Example positive control sample standard curve. A dilution series of extract in Incubation Buffer in the working range of the assay. The extract was prepared from Hek293T cells treated with Etoposide by direct lysis.
Example experimental analysis of drug treatment of Hek 293T and MCF7 cells. Cells were treated with Camptothecin, Etoposide or drug’s vehicle, as indicated. Diluted cell extracts (200 µg/mL) were analyzed by this kit (A, D, G) and p53 protein ELISA (B, E, H, using ab117995). Extract of Hek 293T treated with Etoposide was used for positive control sample standard curves. Relative levels interpolated from standard curves are shown. The levels of phosphorylated Ser46 normalized to total p53 protein levels were obtained as a ratio of phospho Ser46 and p53 protein levels (C, F, I).
The p53 Phospho S46 ELISA specifically measures the phosphorylated Serine. In green: Extracts of Hek 293T cells (induced with Etoposide) were treated with increasing concentrations of λ protein phosphatase or left untreated (Contr), and phospho Ser46 and total p53 protein levels were determined, respectively, using this kit and ab117995. In red: Extracts of Hek 293T cells (induced with Etoposide) were immunocaptured to the plate, the immunocaptured materials were treated with increasing concentrations of λ protein phosphatase or left untreated (Contr), and phospho Ser46 and total p53 protein levels were determined using, respectively, this kit and ab117995. Dilutions of extracts of Hek 293T cells treated with Etoposide were used to construct the standard curves.

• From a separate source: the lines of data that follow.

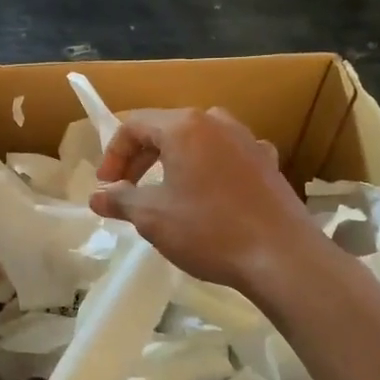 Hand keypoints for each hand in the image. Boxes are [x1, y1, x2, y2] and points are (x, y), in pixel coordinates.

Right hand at [89, 107, 319, 293]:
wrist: (283, 257)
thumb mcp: (152, 217)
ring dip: (173, 161)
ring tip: (163, 191)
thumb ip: (120, 200)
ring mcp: (247, 140)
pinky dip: (207, 168)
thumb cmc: (209, 230)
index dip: (113, 154)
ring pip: (197, 140)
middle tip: (126, 189)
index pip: (134, 125)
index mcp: (185, 126)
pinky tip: (208, 194)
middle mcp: (217, 122)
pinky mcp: (268, 163)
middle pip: (166, 128)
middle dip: (140, 158)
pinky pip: (226, 155)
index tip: (106, 186)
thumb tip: (97, 197) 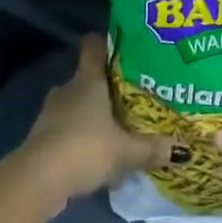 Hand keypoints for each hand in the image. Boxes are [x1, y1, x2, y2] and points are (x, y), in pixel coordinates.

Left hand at [16, 35, 172, 206]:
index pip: (93, 46)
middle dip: (107, 85)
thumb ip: (152, 149)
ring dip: (92, 113)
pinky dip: (80, 134)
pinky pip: (67, 127)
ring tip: (116, 125)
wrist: (38, 180)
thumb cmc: (85, 149)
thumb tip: (183, 150)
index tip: (125, 47)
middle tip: (131, 94)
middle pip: (87, 77)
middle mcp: (67, 89)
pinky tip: (96, 151)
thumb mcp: (126, 152)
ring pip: (76, 104)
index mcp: (88, 81)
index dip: (107, 42)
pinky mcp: (42, 136)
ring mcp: (51, 112) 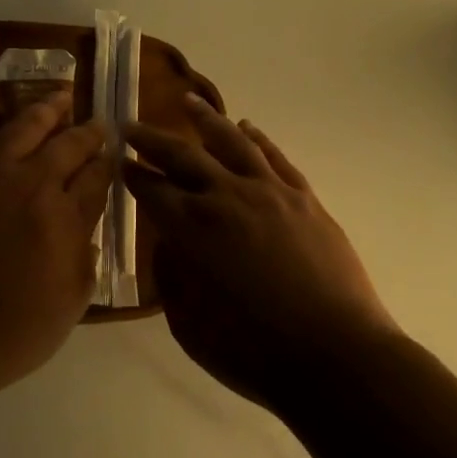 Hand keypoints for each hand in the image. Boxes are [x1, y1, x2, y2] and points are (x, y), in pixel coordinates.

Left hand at [0, 86, 112, 402]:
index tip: (113, 155)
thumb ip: (83, 267)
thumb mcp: (64, 313)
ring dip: (47, 108)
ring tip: (62, 94)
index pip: (96, 181)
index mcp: (64, 220)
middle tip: (98, 122)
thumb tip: (88, 233)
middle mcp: (33, 183)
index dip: (107, 165)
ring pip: (25, 126)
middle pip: (68, 147)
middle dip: (88, 132)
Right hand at [123, 98, 399, 409]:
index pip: (152, 190)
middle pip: (182, 156)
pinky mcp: (304, 198)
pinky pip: (275, 157)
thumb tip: (170, 242)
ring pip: (231, 141)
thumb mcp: (190, 327)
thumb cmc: (255, 353)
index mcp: (193, 229)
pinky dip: (258, 138)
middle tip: (132, 125)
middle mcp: (227, 197)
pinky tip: (246, 127)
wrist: (337, 357)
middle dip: (152, 139)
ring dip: (205, 119)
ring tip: (188, 101)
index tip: (119, 160)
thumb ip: (172, 278)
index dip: (132, 174)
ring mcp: (269, 192) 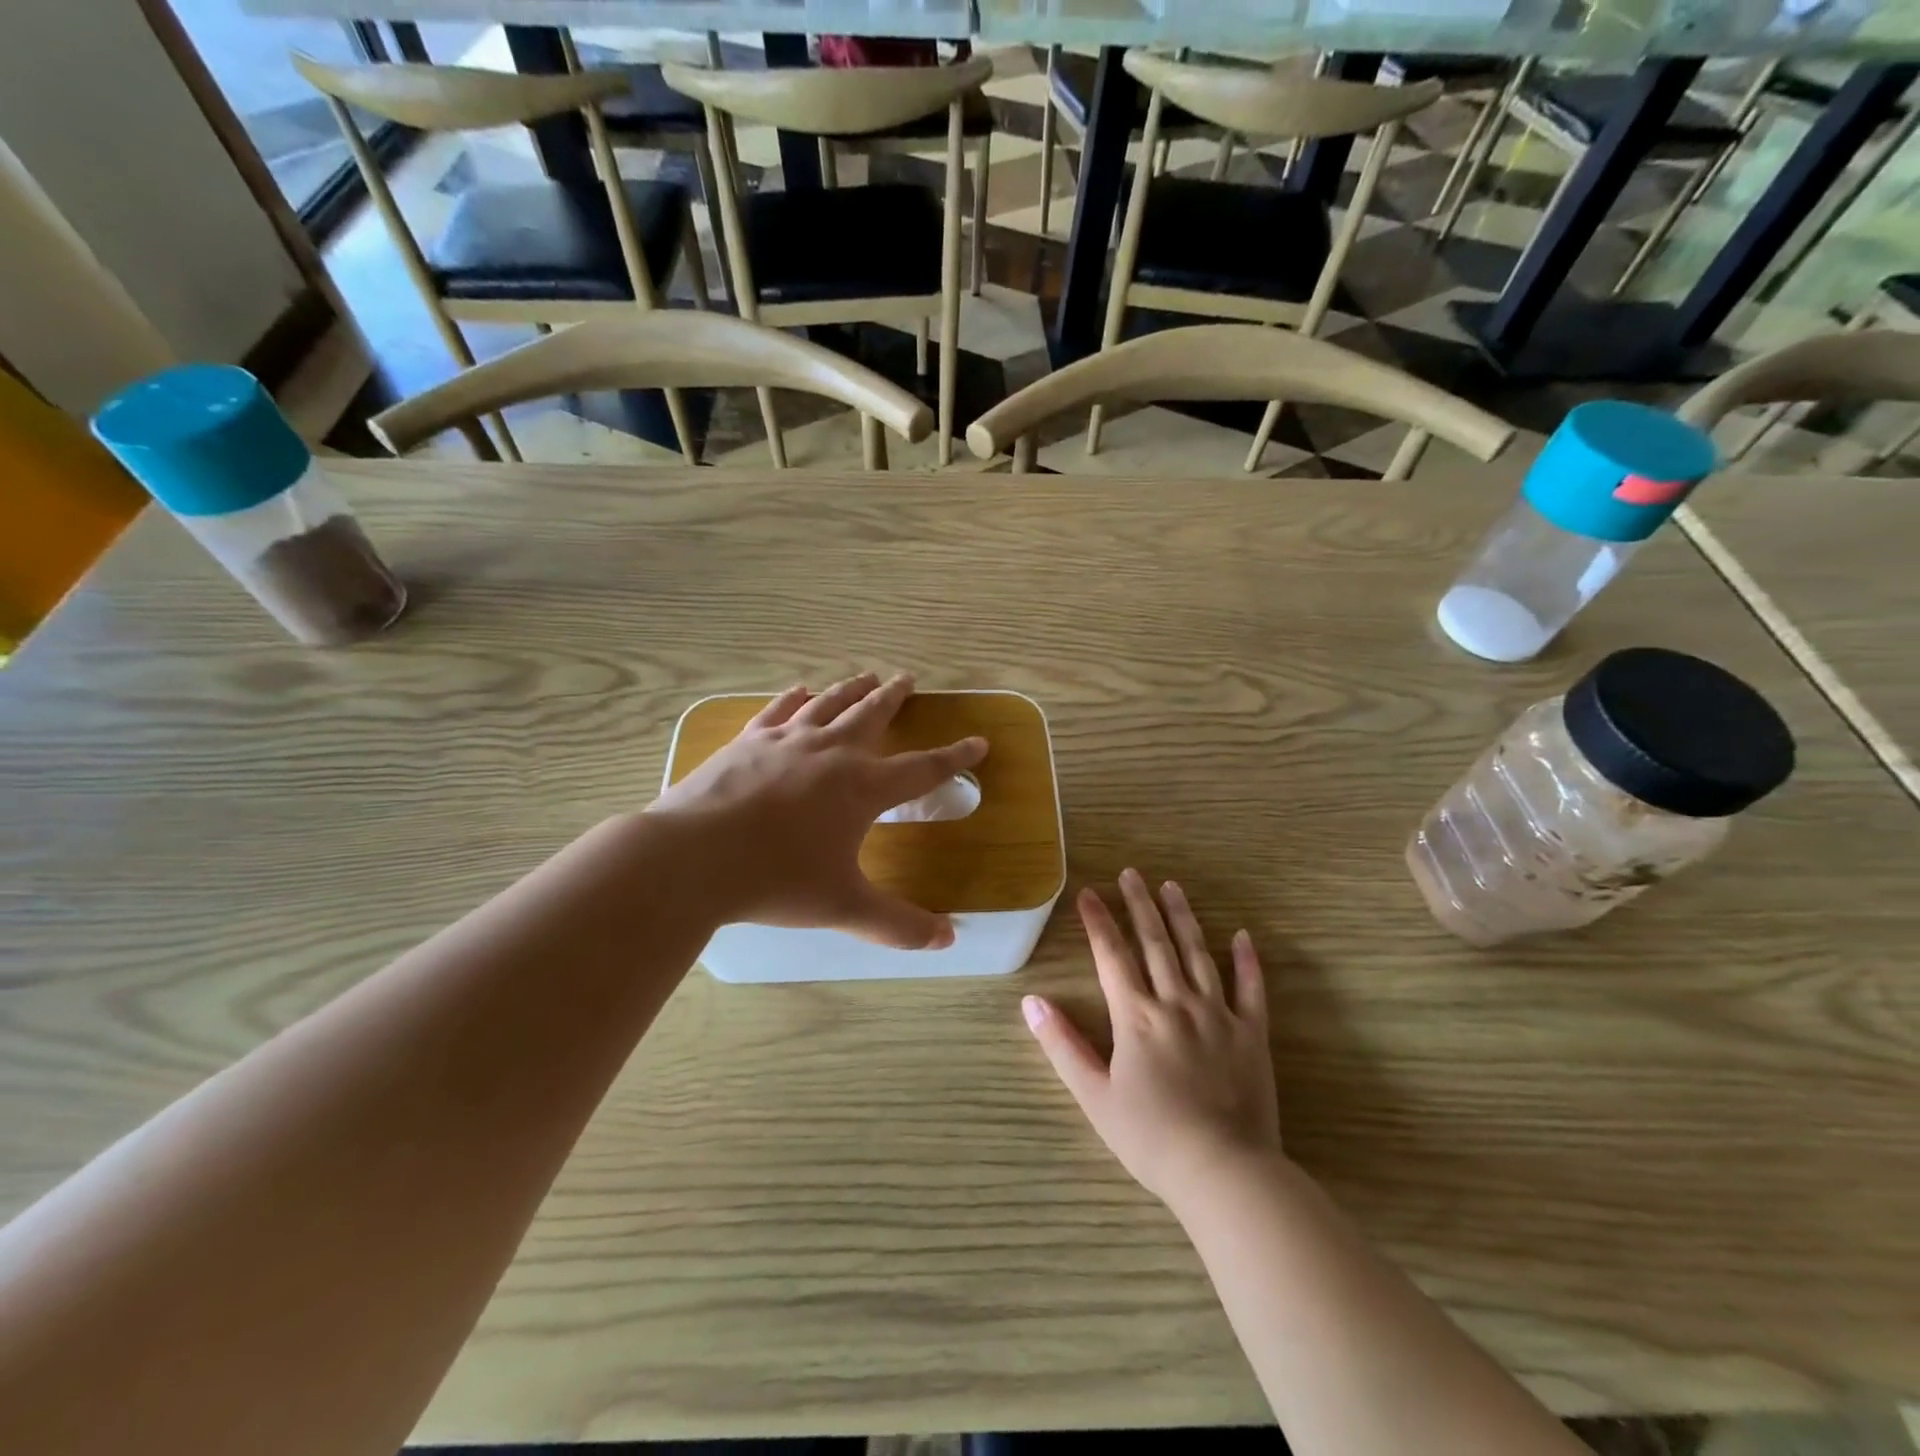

The detector antibody used in this kit specifically detects the phosphorylated p53 as determined by Western blotting. Extracts of Hek 293T cells (induced with Etoposide) were treated with λ protein phosphatase (lane 2, 100x diluted) or left untreated (lane 1). Samples were analyzed by Western blotting using the p53 Phospho S46 Detector Antibody (A). The membrane was re-probed to detect total p53 protein using the capture antibody of this kit (B).